--- What this task involves ---
Repeat every entry exactly. Pictures stay out.

BEGIN Task data

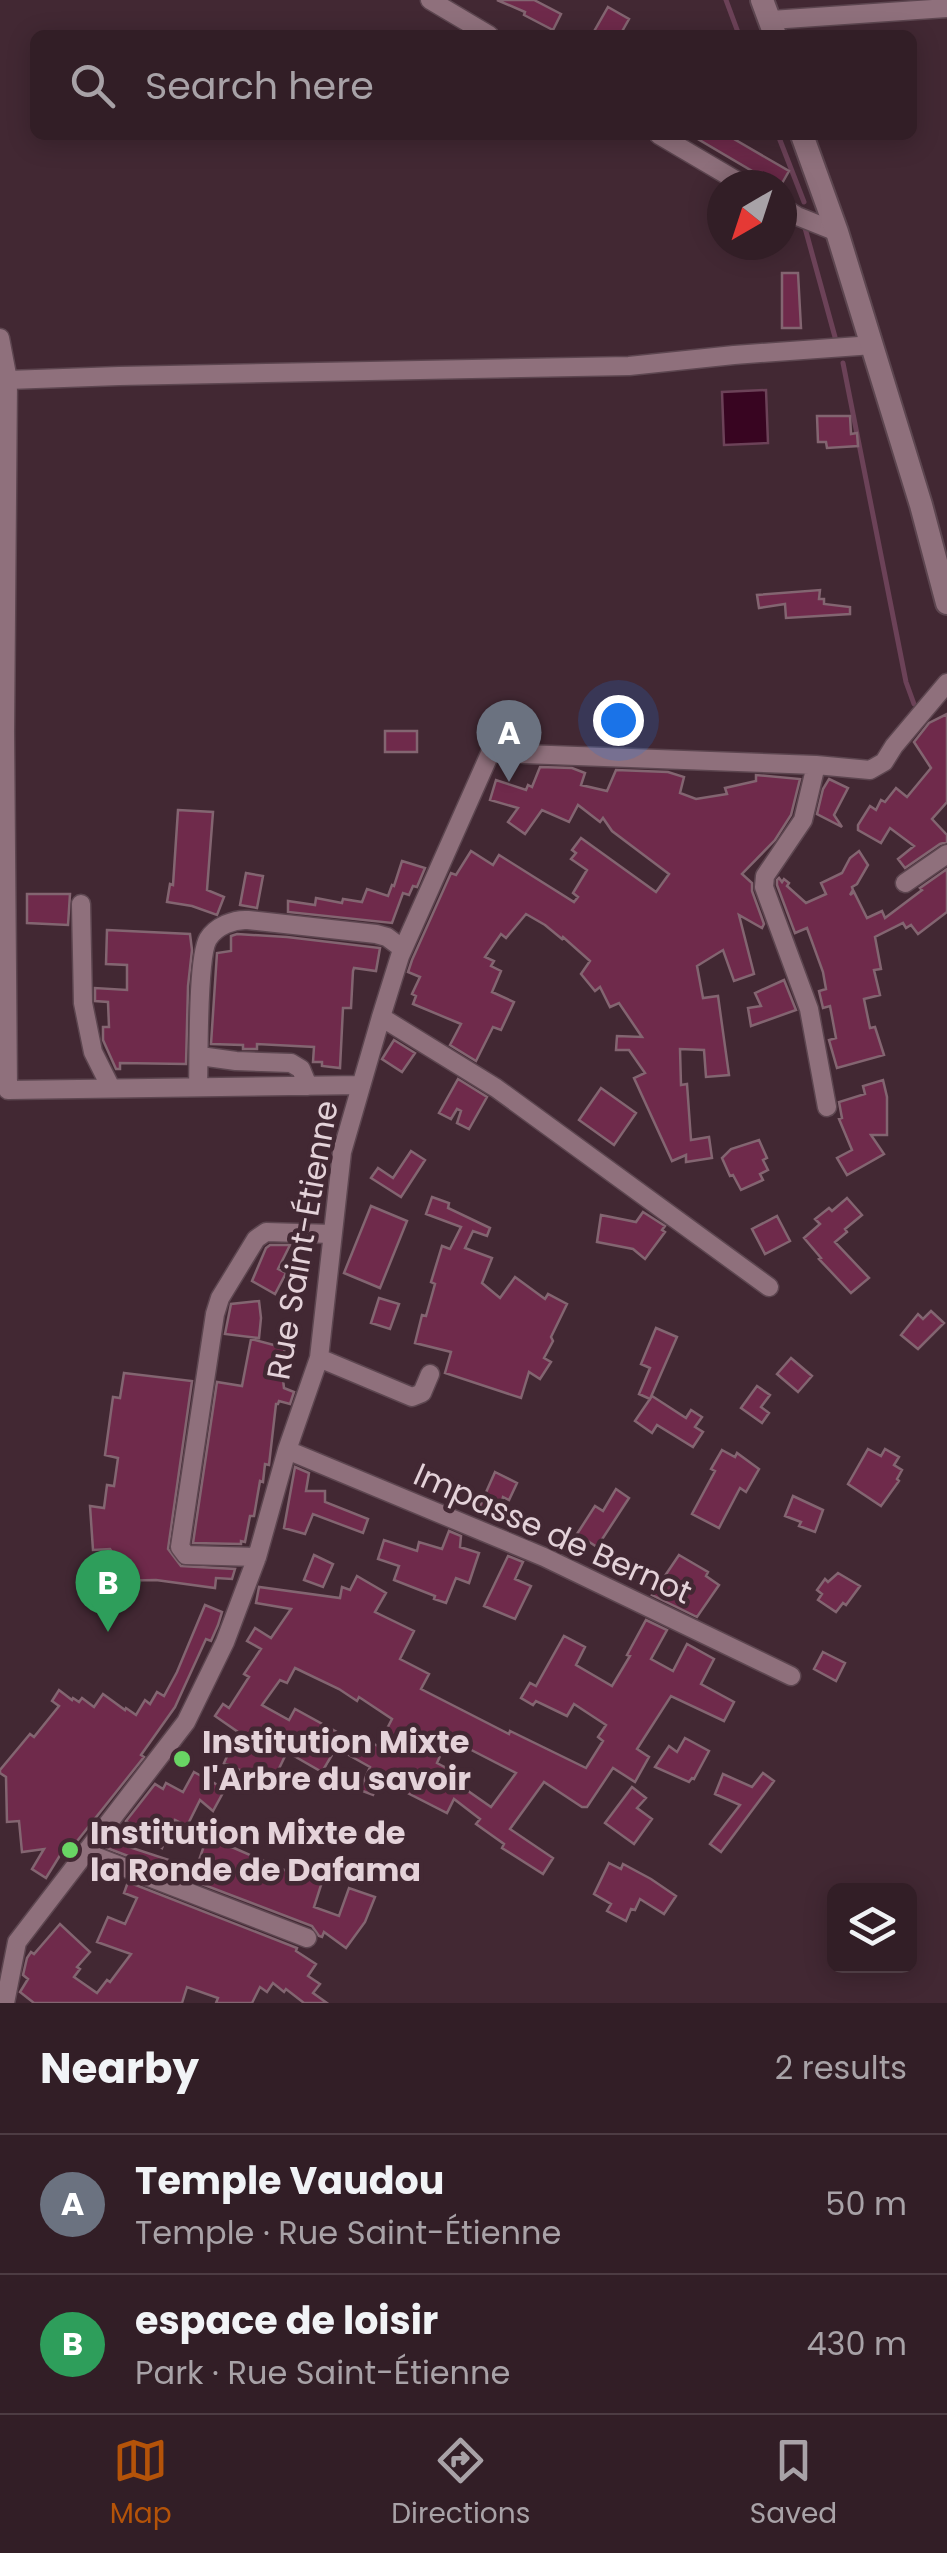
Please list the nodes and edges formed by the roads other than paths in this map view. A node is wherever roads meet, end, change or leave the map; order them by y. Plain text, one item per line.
1 (430, 0) edge
2 (947, 8) edge
3 (769, 18) edge
4 (481, 30) edge
5 (668, 140) edge
6 (804, 140) edge
7 (718, 170) edge
8 (797, 216) edge
9 (838, 232) junction
10 (0, 338) edge
11 (872, 345) junction
12 (8, 380) junction
13 (947, 603) edge
14 (947, 683) edge
15 (816, 765) junction
16 (947, 854) edge
17 (906, 883) dead end
18 (81, 904) dead end
19 (403, 949) junction
20 (380, 1017) junction
21 (200, 1056) junction
22 (361, 1085) junction
23 (308, 1086) junction
24 (198, 1087) junction
25 (111, 1088) junction
26 (827, 1106) dead end
27 (332, 1234) junction
28 (769, 1287) dead end
29 (319, 1358) junction
30 (430, 1374) dead end
31 (287, 1450) junction
32 (257, 1558) junction
33 (792, 1676) dead end
34 (84, 1852) junction
35 (307, 1938) dead end
36 (5, 2003) edge

1 - 4 street
2 - 3 street
5 - 7 street
6 - 9 street
8 - 9 street
9 - 11 street
10 - 12 street
11 - 12 street
11 - 13 street
12 - 25 street
14 - 15 street, Rue Saint-Étienne
15 - 19 street, Rue Saint-Étienne
15 - 26 street
16 - 17 street
18 - 25 street
19 - 20 street, Rue Saint-Étienne
19 - 21 street
20 - 22 street, Rue Saint-Étienne
20 - 28 street
21 - 23 street
21 - 24 street
22 - 23 street
22 - 27 street, Rue Saint-Étienne
23 - 24 street
24 - 25 street
27 - 29 street, Rue Saint-Étienne
27 - 32 street
29 - 30 street
29 - 31 street, Rue Saint-Étienne
31 - 32 street, Rue Saint-Étienne
31 - 33 street, Impasse de Bernot
32 - 34 street, Rue Saint-Étienne
34 - 35 street
34 - 36 street, Rue Saint-Étienne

END Task data

--- Exercise result ---
Please list the nodes and edges formed by the roads other than paths in this map view. A node is wherever roads meet, end, change or leave the map; order them by y. Plain text, one item per line.
1 (430, 0) edge
2 (947, 8) edge
3 (769, 18) edge
4 (481, 30) edge
5 (668, 140) edge
6 (804, 140) edge
7 (718, 170) edge
8 (797, 216) edge
9 (838, 232) junction
10 (0, 338) edge
11 (872, 345) junction
12 (8, 380) junction
13 (947, 603) edge
14 (947, 683) edge
15 (816, 765) junction
16 (947, 854) edge
17 (906, 883) dead end
18 (81, 904) dead end
19 (403, 949) junction
20 (380, 1017) junction
21 (200, 1056) junction
22 (361, 1085) junction
23 (308, 1086) junction
24 (198, 1087) junction
25 (111, 1088) junction
26 (827, 1106) dead end
27 (332, 1234) junction
28 (769, 1287) dead end
29 (319, 1358) junction
30 (430, 1374) dead end
31 (287, 1450) junction
32 (257, 1558) junction
33 (792, 1676) dead end
34 (84, 1852) junction
35 (307, 1938) dead end
36 (5, 2003) edge

1 - 4 street
2 - 3 street
5 - 7 street
6 - 9 street
8 - 9 street
9 - 11 street
10 - 12 street
11 - 12 street
11 - 13 street
12 - 25 street
14 - 15 street, Rue Saint-Étienne
15 - 19 street, Rue Saint-Étienne
15 - 26 street
16 - 17 street
18 - 25 street
19 - 20 street, Rue Saint-Étienne
19 - 21 street
20 - 22 street, Rue Saint-Étienne
20 - 28 street
21 - 23 street
21 - 24 street
22 - 23 street
22 - 27 street, Rue Saint-Étienne
23 - 24 street
24 - 25 street
27 - 29 street, Rue Saint-Étienne
27 - 32 street
29 - 30 street
29 - 31 street, Rue Saint-Étienne
31 - 32 street, Rue Saint-Étienne
31 - 33 street, Impasse de Bernot
32 - 34 street, Rue Saint-Étienne
34 - 35 street
34 - 36 street, Rue Saint-Étienne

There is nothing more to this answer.